DATA FOR THIS EXERCISE:
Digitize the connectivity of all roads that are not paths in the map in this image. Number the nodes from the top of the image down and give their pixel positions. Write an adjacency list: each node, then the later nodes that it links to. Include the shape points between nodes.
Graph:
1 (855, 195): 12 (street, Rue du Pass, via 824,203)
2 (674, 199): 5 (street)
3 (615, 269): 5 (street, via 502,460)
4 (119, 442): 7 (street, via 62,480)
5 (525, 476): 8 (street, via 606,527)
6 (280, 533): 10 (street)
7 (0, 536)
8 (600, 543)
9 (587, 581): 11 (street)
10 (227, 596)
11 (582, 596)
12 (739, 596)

REQUIRED ACTION:
After the last line, print all the entries once again, unchanged.

ANSWER BOX:
Digitize the connectivity of all roads that are not paths in the map in this image. Number the nodes from the top of the image down and give their pixel positions. Write an adjacency list: each node, then the later nodes that it links to. Include the shape points between nodes.
Graph:
1 (855, 195): 12 (street, Rue du Pass, via 824,203)
2 (674, 199): 5 (street)
3 (615, 269): 5 (street, via 502,460)
4 (119, 442): 7 (street, via 62,480)
5 (525, 476): 8 (street, via 606,527)
6 (280, 533): 10 (street)
7 (0, 536)
8 (600, 543)
9 (587, 581): 11 (street)
10 (227, 596)
11 (582, 596)
12 (739, 596)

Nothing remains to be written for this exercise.